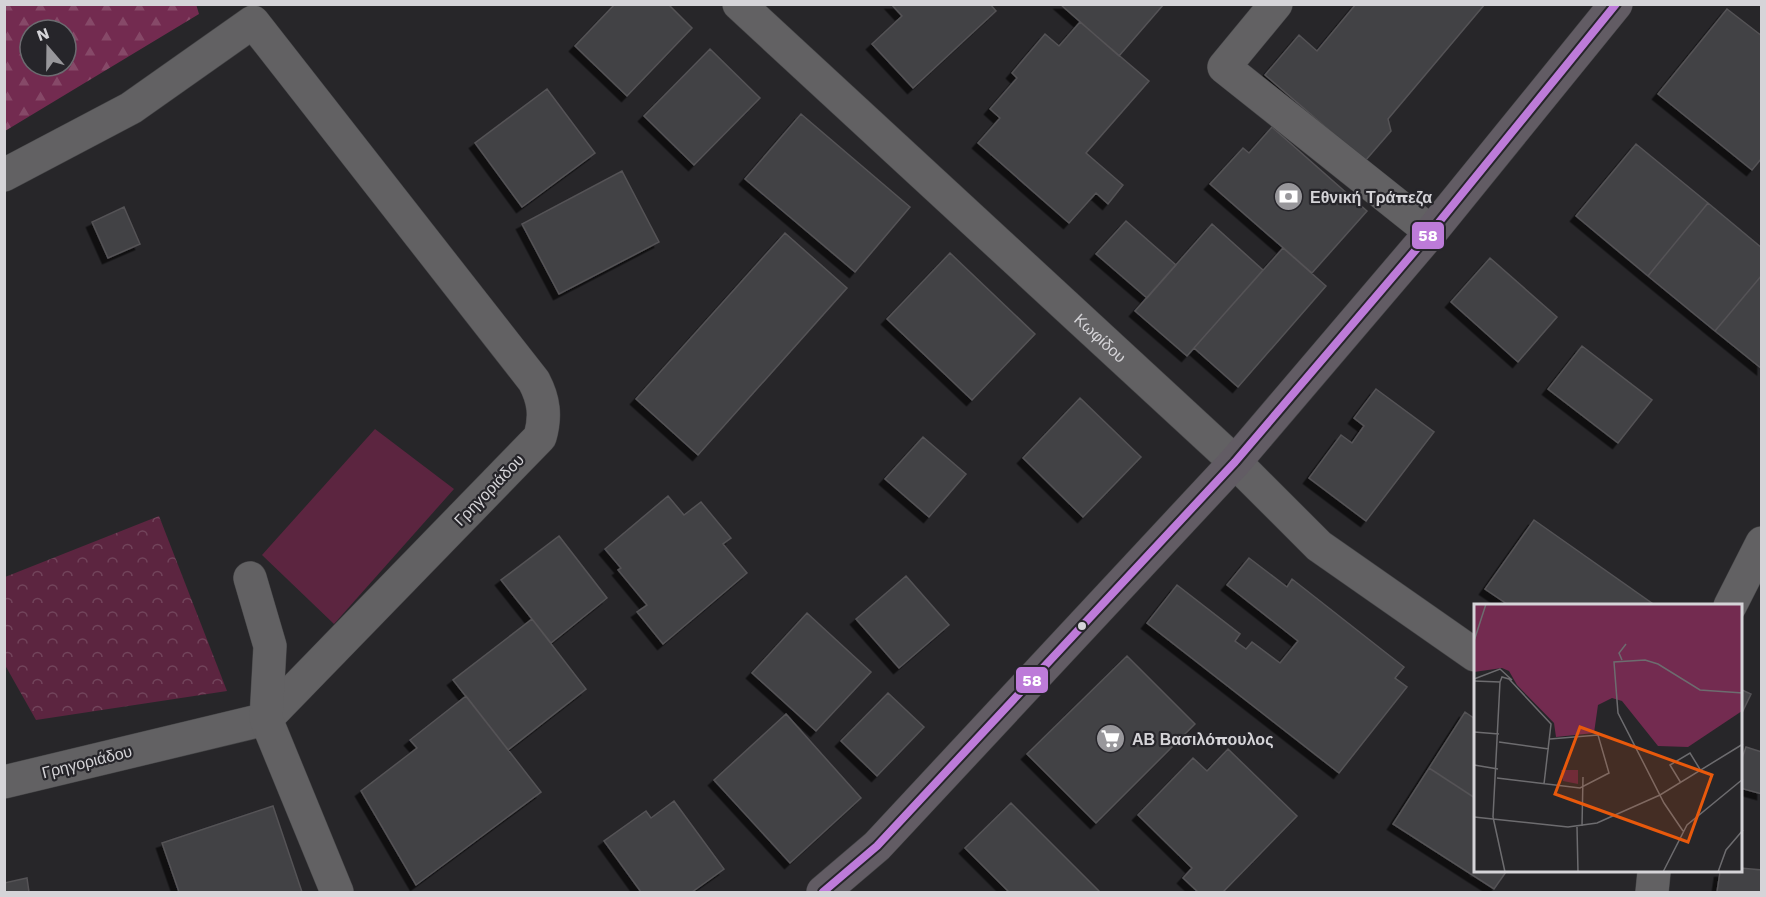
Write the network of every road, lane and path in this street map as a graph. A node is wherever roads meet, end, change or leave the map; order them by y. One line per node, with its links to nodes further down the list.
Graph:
1 (739, 4): 6 (street, Κωφίδου)
2 (1276, 4): 5 (street)
3 (1616, 5): 5 (main road)
4 (4, 175): 11 (street, Γρηγοριάδου)
5 (1431, 232): 6 (main road)
6 (1235, 462): 10 (street, Κωφίδου); 15 (main road)
7 (1761, 543): 9 (street)
8 (250, 578): 11 (street)
9 (1731, 604)
10 (1474, 654)
11 (266, 719): 12 (street, Γρηγοριάδου); 14 (street)
12 (4, 782)
13 (1654, 873): 16 (street)
14 (337, 892)
15 (823, 892)
16 (1652, 892)

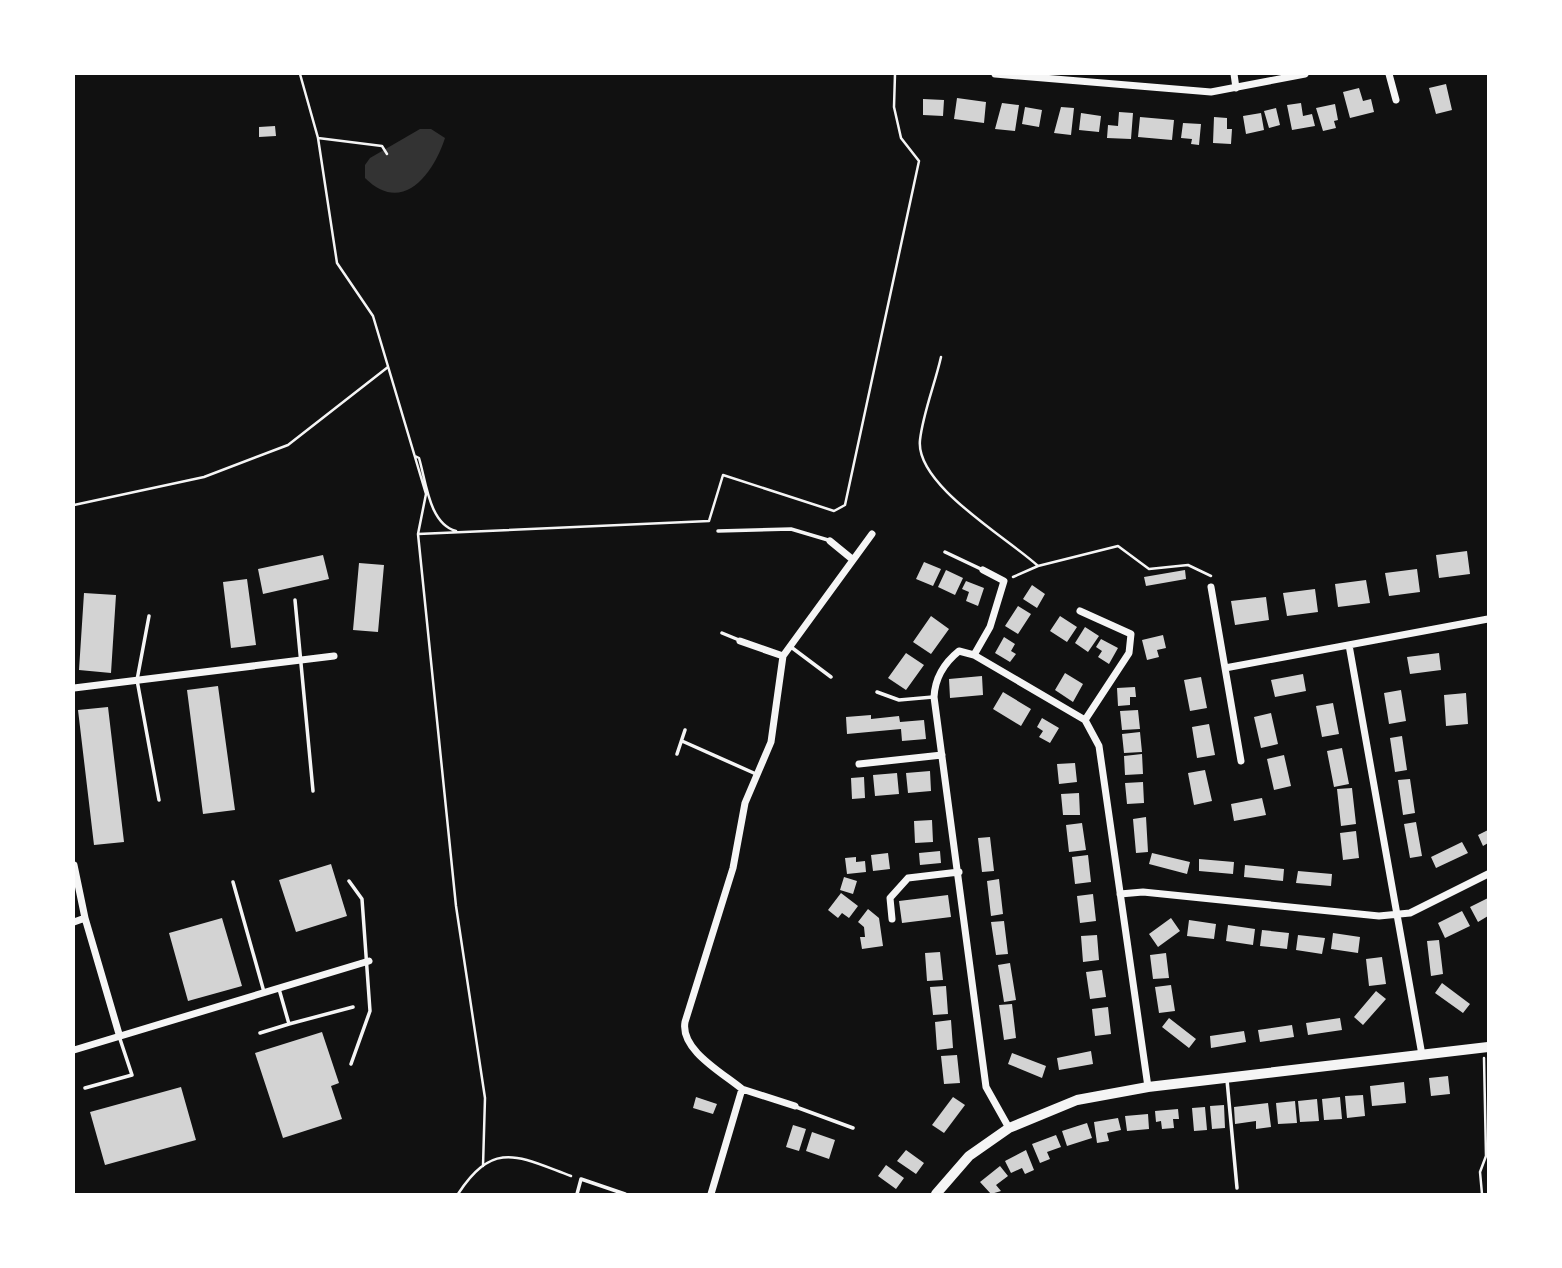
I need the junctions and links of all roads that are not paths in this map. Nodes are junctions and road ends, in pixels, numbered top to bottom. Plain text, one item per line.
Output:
1 (995, 74) edge
2 (1083, 74) edge
3 (1234, 74) edge
4 (1305, 74) edge
5 (1389, 74) edge
6 (1082, 83) junction
7 (1236, 88) junction
8 (1396, 100) dead end
9 (718, 531) dead end
10 (872, 534) dead end
11 (830, 541) joint
12 (945, 552) dead end
13 (852, 559) junction
14 (983, 570) joint
15 (1211, 587) road end
16 (295, 600) dead end
17 (1080, 611) dead end
18 (149, 616) dead end
19 (1489, 619) edge
20 (722, 633) dead end
21 (740, 641) joint
22 (789, 645) junction
23 (1349, 645) junction
24 (975, 654) junction
25 (334, 656) dead end
26 (783, 656) junction
27 (299, 661) junction
28 (1225, 668) junction
29 (831, 677) dead end
30 (137, 680) junction
31 (74, 688) edge
32 (877, 692) dead end
33 (934, 697) junction
34 (1085, 720) junction
35 (685, 730) dead end
36 (682, 741) junction
37 (677, 754) dead end
38 (942, 755) junction
39 (1241, 761) dead end
40 (859, 764) dead end
41 (758, 775) junction
42 (313, 791) dead end
43 (159, 800) dead end
44 (74, 865) edge
45 (959, 872) junction
46 (1489, 874) edge
47 (349, 881) dead end
48 (233, 882) dead end
49 (1120, 894) junction
50 (1398, 915) junction
51 (85, 918) junction
52 (892, 919) dead end
53 (74, 922) edge
54 (369, 961) junction
55 (279, 988) junction
56 (264, 992) junction
57 (353, 1007) dead end
58 (289, 1024) junction
59 (260, 1033) dead end
60 (119, 1034) junction
61 (1486, 1047) edge
62 (74, 1050) edge
63 (1422, 1055) junction
64 (351, 1064) dead end
65 (1227, 1078) junction
66 (1148, 1087) junction
67 (85, 1088) dead end
68 (742, 1089) junction
69 (795, 1106) joint
70 (853, 1128) dead end
71 (1009, 1128) junction
72 (1237, 1188) dead end
73 (577, 1195) edge
74 (625, 1195) edge
75 (711, 1195) edge
76 (936, 1195) edge

1 - 6 street
2 - 6 street
3 - 7 street
4 - 7 street
5 - 8 street
6 - 7 street
9 - 11 lane
10 - 13 street
11 - 13 street
12 - 14 lane
13 - 22 street
14 - 24 street
15 - 28 street
16 - 27 lane
17 - 34 street
18 - 30 lane
19 - 23 street
20 - 21 lane
21 - 26 street
22 - 26 street
22 - 29 lane
23 - 28 street
23 - 50 street
24 - 33 street
24 - 34 street
25 - 27 street
26 - 41 street
27 - 30 street
27 - 42 lane
28 - 39 street
30 - 31 street
30 - 43 lane
32 - 33 lane
33 - 38 street
34 - 49 street
35 - 36 lane
36 - 37 lane
36 - 41 lane
38 - 40 street
38 - 45 street
41 - 68 street
44 - 51 street
45 - 52 street
45 - 71 street
46 - 50 street
47 - 54 lane
48 - 56 lane
49 - 50 street
49 - 66 street
50 - 63 street
51 - 53 street
51 - 60 street
54 - 55 street
54 - 64 lane
55 - 56 street
55 - 58 lane
56 - 60 street
57 - 58 lane
58 - 59 lane
60 - 62 street
60 - 67 lane
61 - 63 main road
63 - 65 main road
65 - 66 main road
65 - 72 lane
66 - 71 main road
68 - 69 street
68 - 75 street
69 - 70 lane
71 - 76 main road
73 - 74 lane

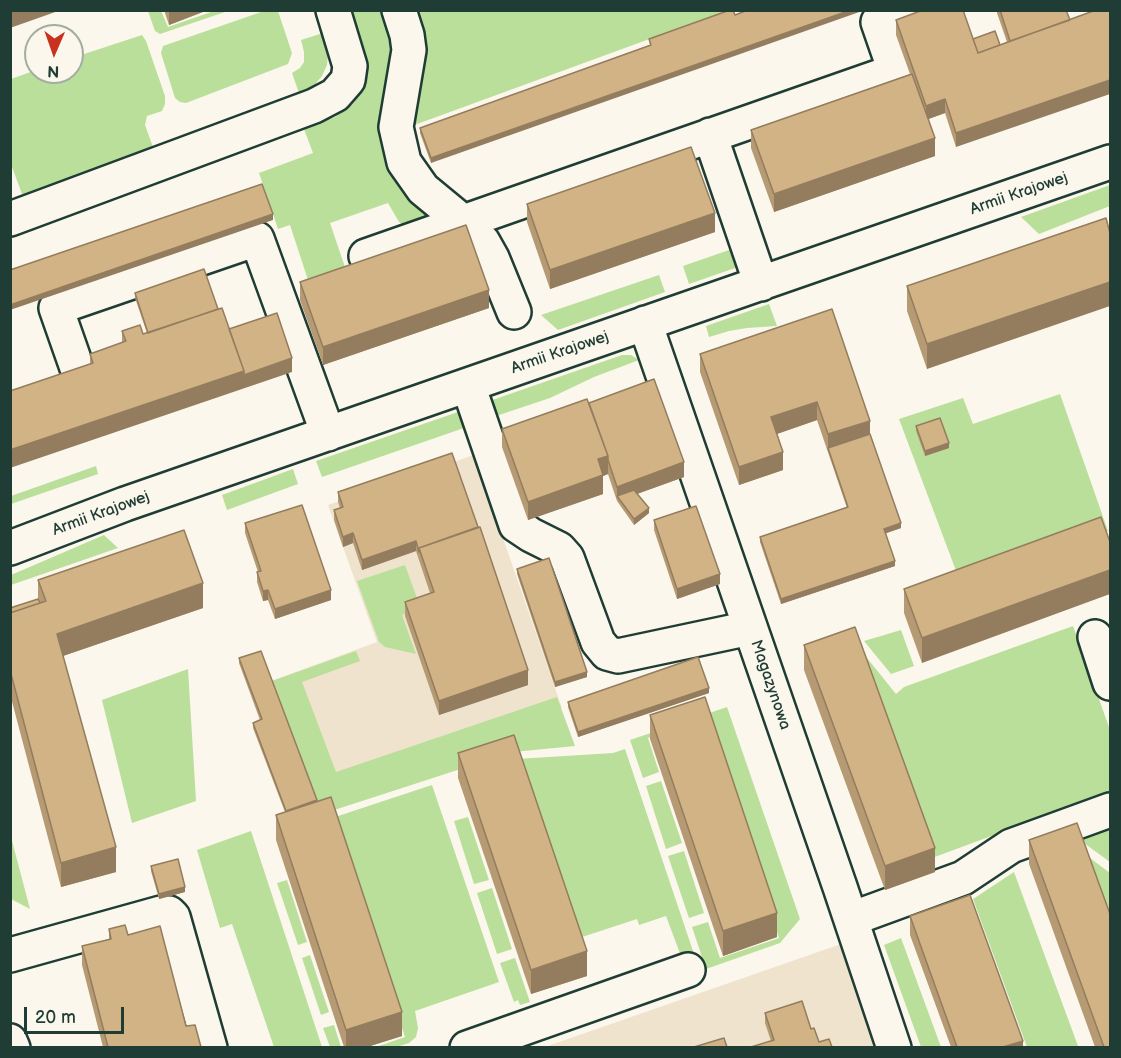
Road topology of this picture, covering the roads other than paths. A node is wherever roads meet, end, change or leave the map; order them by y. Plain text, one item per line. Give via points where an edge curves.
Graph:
1 (333, 10) edge
2 (399, 10) edge
3 (909, 10) edge
4 (710, 135) junction
5 (1110, 162) edge
6 (10, 219) edge
7 (464, 222) junction
8 (366, 256) dead end
9 (761, 284) junction
10 (514, 312) dead end
11 (645, 323) junction
12 (83, 385) edge
13 (468, 385) junction
14 (328, 434) junction
15 (10, 548) edge
16 (750, 628) junction
17 (1095, 637) dead end
18 (1110, 683) edge
19 (1110, 810) edge
20 (851, 919) junction
21 (10, 955) edge
22 (688, 970) dead end
23 (10, 1041) edge
24 (13, 1047) edge
25 (210, 1047) edge
26 (467, 1047) edge
27 (894, 1047) edge

1 - 6 street via 350,66 348,80 335,95
2 - 7 street via 409,50 396,127 404,162 423,189
3 - 4 street via 878,22 895,71
4 - 7 street
4 - 9 street
5 - 9 street, Armii Krajowej
7 - 8 street
7 - 10 street via 492,258
9 - 11 street, Armii Krajowej
11 - 13 street, Armii Krajowej
11 - 16 street, Magazynowa
12 - 14 street via 56,308 257,239
13 - 14 street, Armii Krajowej
13 - 16 street via 516,525 559,549 567,558 598,642 607,653 618,656
14 - 15 street, Armii Krajowej
16 - 20 street, Magazynowa
17 - 18 street
19 - 20 street via 1011,846 963,878
20 - 27 street, Magazynowa
21 - 25 street via 169,913
22 - 26 street
23 - 24 street

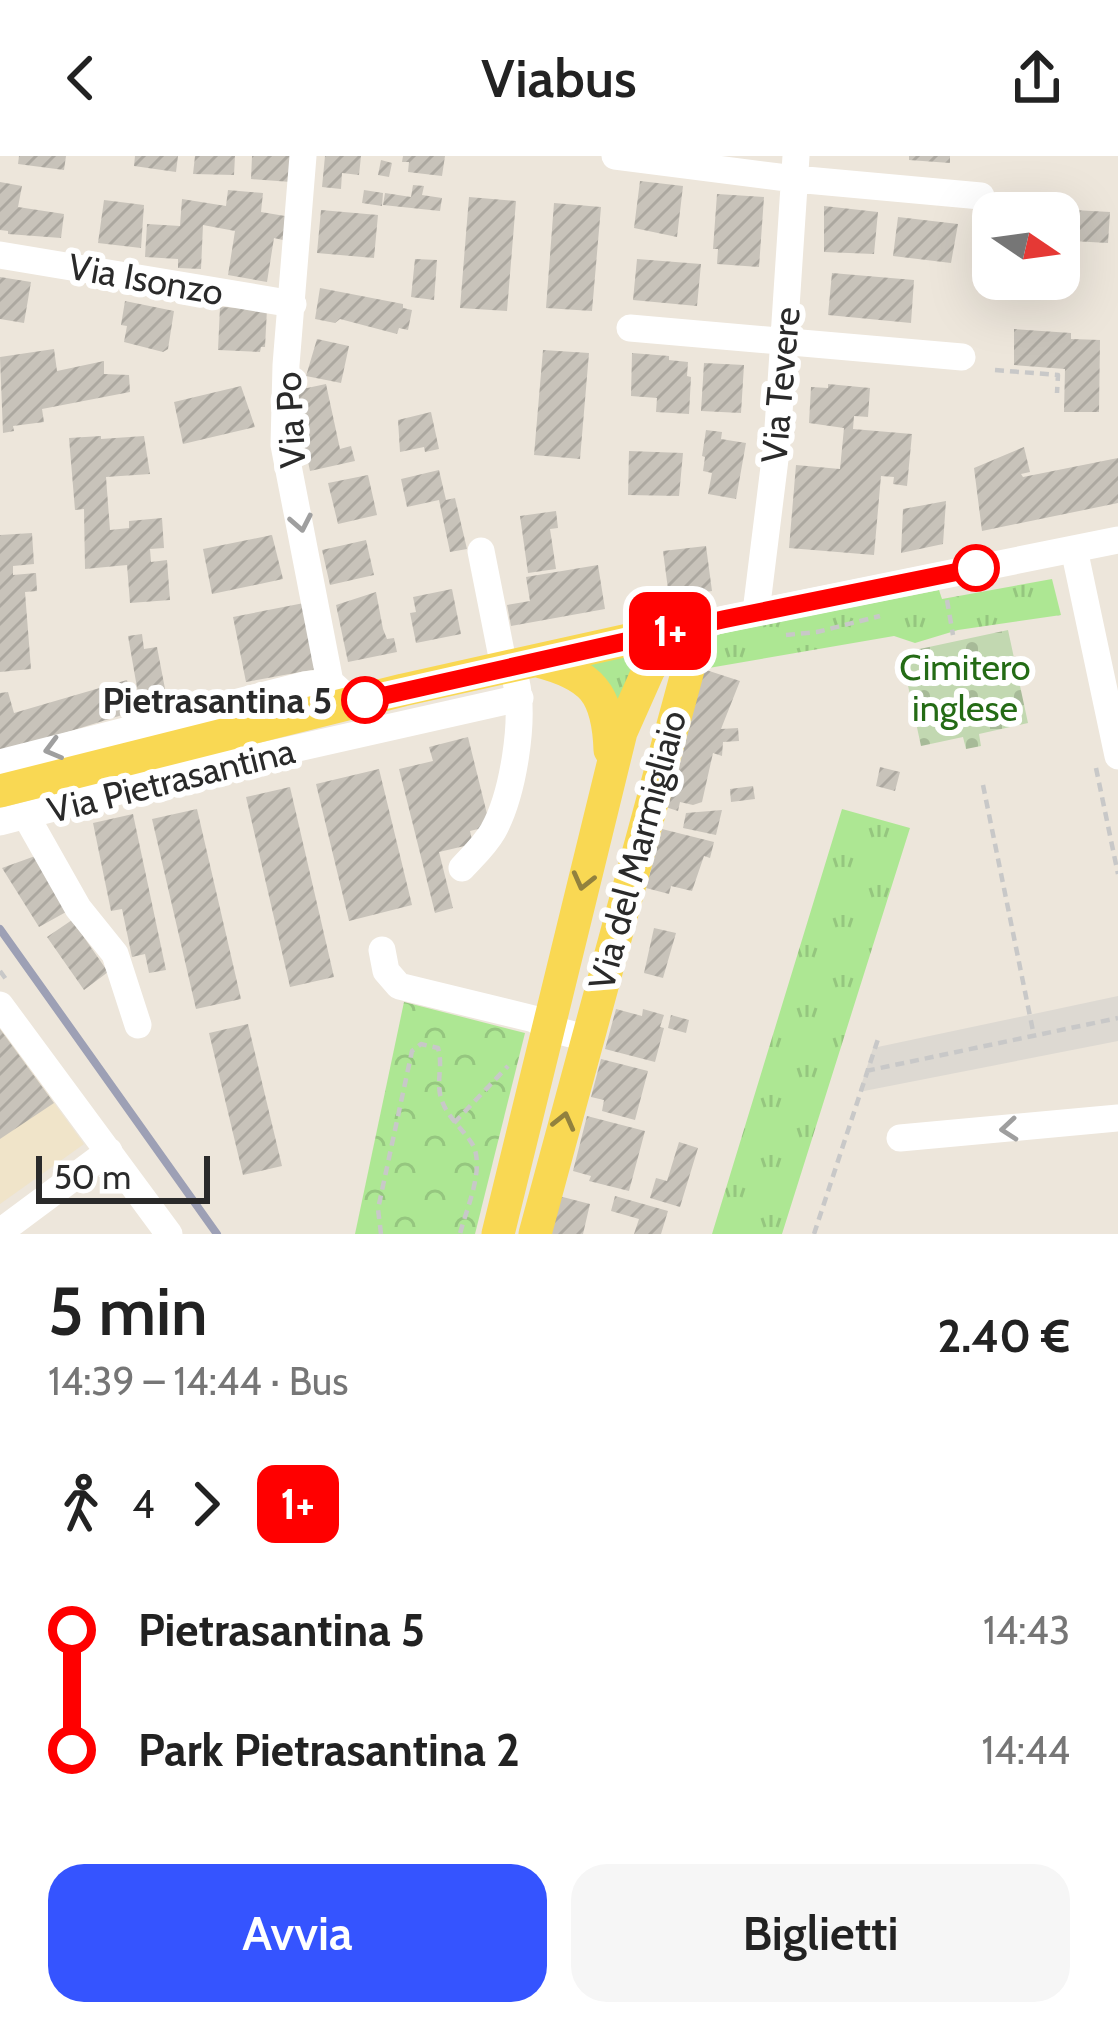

-*-*-

Give the number of lines in the entries that contain the word "item", with no other text.

Response: 2